▶ [PROBLEM DETAILS]:
Copy each entry below exactly. No images.

▶ [RECORDS SUPPLIED]:
○ ○ ○ ○ ○ ○ ○
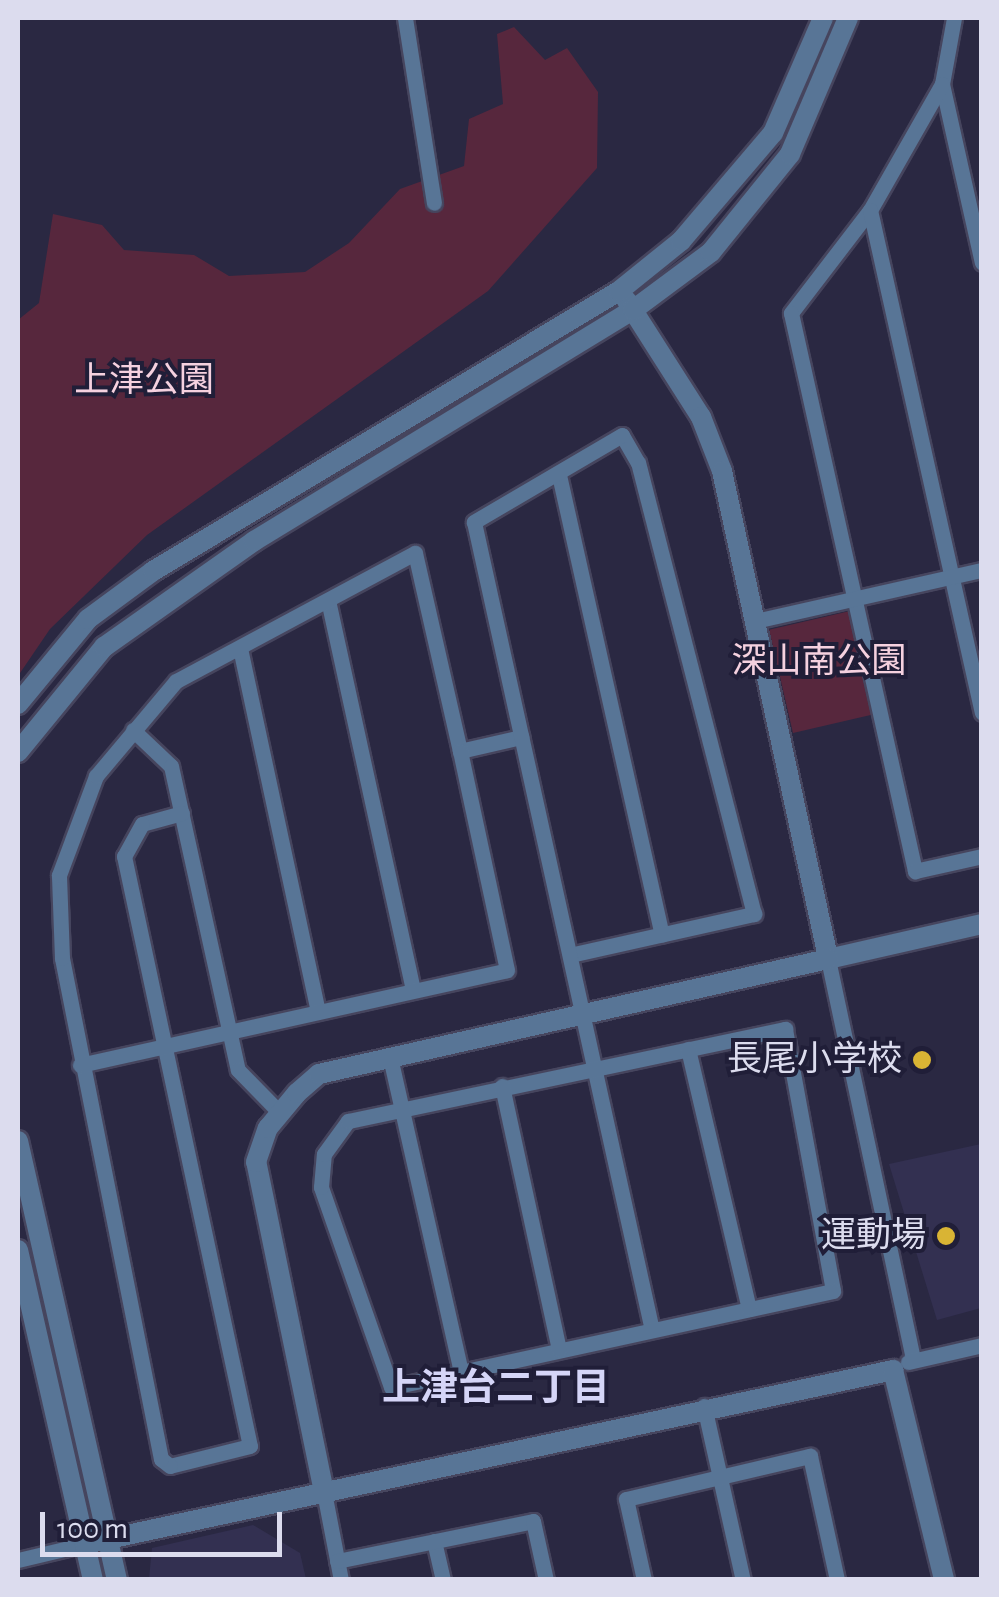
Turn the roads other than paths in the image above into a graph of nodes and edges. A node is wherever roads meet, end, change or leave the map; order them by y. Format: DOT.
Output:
graph roads {
  1 [pos="405,18"];
  2 [pos="824,18"];
  3 [pos="848,18"];
  4 [pos="954,18"];
  5 [pos="942,84"];
  6 [pos="434,203"];
  7 [pos="870,210"];
  8 [pos="982,262"];
  9 [pos="619,291"];
  10 [pos="633,310"];
  11 [pos="559,475"];
  12 [pos="982,570"];
  13 [pos="952,577"];
  14 [pos="855,599"];
  15 [pos="328,600"];
  16 [pos="756,622"];
  17 [pos="240,648"];
  18 [pos="18,704"];
  19 [pos="982,713"];
  20 [pos="133,730"];
  21 [pos="521,737"];
  22 [pos="460,750"];
  23 [pos="18,752"];
  24 [pos="182,813"];
  25 [pos="982,856"];
  26 [pos="982,924"];
  27 [pos="662,935"];
  28 [pos="570,956"];
  29 [pos="828,959"];
  30 [pos="413,990"];
  31 [pos="318,1012"];
  32 [pos="580,1012"];
  33 [pos="228,1032"];
  34 [pos="170,1045"];
  35 [pos="688,1048"];
  36 [pos="390,1057"];
  37 [pos="80,1065"];
  38 [pos="594,1068"];
  39 [pos="502,1086"];
  40 [pos="404,1106"];
  41 [pos="280,1112"];
  42 [pos="18,1141"];
  43 [pos="18,1250"];
  44 [pos="749,1309"];
  45 [pos="652,1330"];
  46 [pos="982,1345"];
  47 [pos="559,1350"];
  48 [pos="913,1359"];
  49 [pos="893,1370"];
  50 [pos="461,1372"];
  51 [pos="704,1406"];
  52 [pos="720,1477"];
  53 [pos="324,1492"];
  54 [pos="108,1540"];
  55 [pos="434,1541"];
  56 [pos="86,1544"];
  57 [pos="18,1560"];
  58 [pos="337,1561"];
  59 [pos="93,1580"];
  60 [pos="117,1580"];
  61 [pos="341,1580"];
  62 [pos="443,1580"];
  63 [pos="546,1580"];
  64 [pos="644,1580"];
  65 [pos="744,1580"];
  66 [pos="837,1580"];
  67 [pos="944,1580"];
  1 -- 6 [label="street"];
  2 -- 9 [label="street"];
  3 -- 10 [label="street"];
  4 -- 5 [label="street"];
  5 -- 7 [label="street"];
  5 -- 8 [label="street"];
  7 -- 13 [label="street"];
  7 -- 14 [label="street"];
  9 -- 10 [label="street"];
  9 -- 18 [label="street"];
  10 -- 16 [label="street"];
  10 -- 23 [label="street"];
  11 -- 21 [label="street"];
  11 -- 27 [label="street"];
  11 -- 27 [label="street"];
  12 -- 13 [label="street"];
  13 -- 14 [label="street"];
  13 -- 19 [label="street"];
  14 -- 16 [label="street"];
  14 -- 25 [label="street"];
  15 -- 17 [label="street"];
  15 -- 22 [label="street"];
  15 -- 30 [label="street"];
  16 -- 29 [label="street"];
  17 -- 20 [label="street"];
  17 -- 31 [label="street"];
  20 -- 24 [label="street"];
  20 -- 37 [label="street"];
  21 -- 22 [label="street"];
  21 -- 28 [label="street"];
  22 -- 30 [label="street"];
  24 -- 33 [label="street"];
  24 -- 34 [label="street"];
  26 -- 29 [label="street"];
  27 -- 28 [label="street"];
  28 -- 32 [label="street"];
  29 -- 32 [label="street"];
  29 -- 48 [label="street"];
  30 -- 31 [label="street"];
  31 -- 33 [label="street"];
  32 -- 36 [label="street"];
  32 -- 38 [label="street"];
  33 -- 34 [label="street"];
  33 -- 41 [label="street"];
  34 -- 37 [label="street"];
  34 -- 37 [label="street"];
  35 -- 38 [label="street"];
  35 -- 44 [label="street"];
  35 -- 44 [label="street"];
  36 -- 40 [label="street"];
  36 -- 41 [label="street"];
  38 -- 39 [label="street"];
  38 -- 45 [label="street"];
  39 -- 40 [label="street"];
  39 -- 47 [label="street"];
  40 -- 50 [label="street"];
  40 -- 50 [label="street"];
  41 -- 53 [label="street"];
  42 -- 54 [label="street"];
  43 -- 56 [label="street"];
  44 -- 45 [label="street"];
  45 -- 47 [label="street"];
  46 -- 48 [label="street"];
  47 -- 50 [label="street"];
  48 -- 49 [label="street"];
  49 -- 51 [label="street"];
  49 -- 67 [label="street"];
  51 -- 52 [label="street"];
  51 -- 53 [label="street"];
  52 -- 64 [label="street"];
  52 -- 65 [label="street"];
  52 -- 66 [label="street"];
  53 -- 54 [label="street"];
  53 -- 58 [label="street"];
  54 -- 56 [label="street"];
  54 -- 60 [label="street"];
  55 -- 58 [label="street"];
  55 -- 62 [label="street"];
  55 -- 63 [label="street"];
  56 -- 57 [label="street"];
  56 -- 59 [label="street"];
  58 -- 61 [label="street"];
}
○ ○ ○ ○ ○ ○ ○
▶ [EXPECTED ANSWER]:
Turn the roads other than paths in the image above into a graph of nodes and edges. A node is wherever roads meet, end, change or leave the map; order them by y. Format: DOT.
Output:
graph roads {
  1 [pos="405,18"];
  2 [pos="824,18"];
  3 [pos="848,18"];
  4 [pos="954,18"];
  5 [pos="942,84"];
  6 [pos="434,203"];
  7 [pos="870,210"];
  8 [pos="982,262"];
  9 [pos="619,291"];
  10 [pos="633,310"];
  11 [pos="559,475"];
  12 [pos="982,570"];
  13 [pos="952,577"];
  14 [pos="855,599"];
  15 [pos="328,600"];
  16 [pos="756,622"];
  17 [pos="240,648"];
  18 [pos="18,704"];
  19 [pos="982,713"];
  20 [pos="133,730"];
  21 [pos="521,737"];
  22 [pos="460,750"];
  23 [pos="18,752"];
  24 [pos="182,813"];
  25 [pos="982,856"];
  26 [pos="982,924"];
  27 [pos="662,935"];
  28 [pos="570,956"];
  29 [pos="828,959"];
  30 [pos="413,990"];
  31 [pos="318,1012"];
  32 [pos="580,1012"];
  33 [pos="228,1032"];
  34 [pos="170,1045"];
  35 [pos="688,1048"];
  36 [pos="390,1057"];
  37 [pos="80,1065"];
  38 [pos="594,1068"];
  39 [pos="502,1086"];
  40 [pos="404,1106"];
  41 [pos="280,1112"];
  42 [pos="18,1141"];
  43 [pos="18,1250"];
  44 [pos="749,1309"];
  45 [pos="652,1330"];
  46 [pos="982,1345"];
  47 [pos="559,1350"];
  48 [pos="913,1359"];
  49 [pos="893,1370"];
  50 [pos="461,1372"];
  51 [pos="704,1406"];
  52 [pos="720,1477"];
  53 [pos="324,1492"];
  54 [pos="108,1540"];
  55 [pos="434,1541"];
  56 [pos="86,1544"];
  57 [pos="18,1560"];
  58 [pos="337,1561"];
  59 [pos="93,1580"];
  60 [pos="117,1580"];
  61 [pos="341,1580"];
  62 [pos="443,1580"];
  63 [pos="546,1580"];
  64 [pos="644,1580"];
  65 [pos="744,1580"];
  66 [pos="837,1580"];
  67 [pos="944,1580"];
  1 -- 6 [label="street"];
  2 -- 9 [label="street"];
  3 -- 10 [label="street"];
  4 -- 5 [label="street"];
  5 -- 7 [label="street"];
  5 -- 8 [label="street"];
  7 -- 13 [label="street"];
  7 -- 14 [label="street"];
  9 -- 10 [label="street"];
  9 -- 18 [label="street"];
  10 -- 16 [label="street"];
  10 -- 23 [label="street"];
  11 -- 21 [label="street"];
  11 -- 27 [label="street"];
  11 -- 27 [label="street"];
  12 -- 13 [label="street"];
  13 -- 14 [label="street"];
  13 -- 19 [label="street"];
  14 -- 16 [label="street"];
  14 -- 25 [label="street"];
  15 -- 17 [label="street"];
  15 -- 22 [label="street"];
  15 -- 30 [label="street"];
  16 -- 29 [label="street"];
  17 -- 20 [label="street"];
  17 -- 31 [label="street"];
  20 -- 24 [label="street"];
  20 -- 37 [label="street"];
  21 -- 22 [label="street"];
  21 -- 28 [label="street"];
  22 -- 30 [label="street"];
  24 -- 33 [label="street"];
  24 -- 34 [label="street"];
  26 -- 29 [label="street"];
  27 -- 28 [label="street"];
  28 -- 32 [label="street"];
  29 -- 32 [label="street"];
  29 -- 48 [label="street"];
  30 -- 31 [label="street"];
  31 -- 33 [label="street"];
  32 -- 36 [label="street"];
  32 -- 38 [label="street"];
  33 -- 34 [label="street"];
  33 -- 41 [label="street"];
  34 -- 37 [label="street"];
  34 -- 37 [label="street"];
  35 -- 38 [label="street"];
  35 -- 44 [label="street"];
  35 -- 44 [label="street"];
  36 -- 40 [label="street"];
  36 -- 41 [label="street"];
  38 -- 39 [label="street"];
  38 -- 45 [label="street"];
  39 -- 40 [label="street"];
  39 -- 47 [label="street"];
  40 -- 50 [label="street"];
  40 -- 50 [label="street"];
  41 -- 53 [label="street"];
  42 -- 54 [label="street"];
  43 -- 56 [label="street"];
  44 -- 45 [label="street"];
  45 -- 47 [label="street"];
  46 -- 48 [label="street"];
  47 -- 50 [label="street"];
  48 -- 49 [label="street"];
  49 -- 51 [label="street"];
  49 -- 67 [label="street"];
  51 -- 52 [label="street"];
  51 -- 53 [label="street"];
  52 -- 64 [label="street"];
  52 -- 65 [label="street"];
  52 -- 66 [label="street"];
  53 -- 54 [label="street"];
  53 -- 58 [label="street"];
  54 -- 56 [label="street"];
  54 -- 60 [label="street"];
  55 -- 58 [label="street"];
  55 -- 62 [label="street"];
  55 -- 63 [label="street"];
  56 -- 57 [label="street"];
  56 -- 59 [label="street"];
  58 -- 61 [label="street"];
}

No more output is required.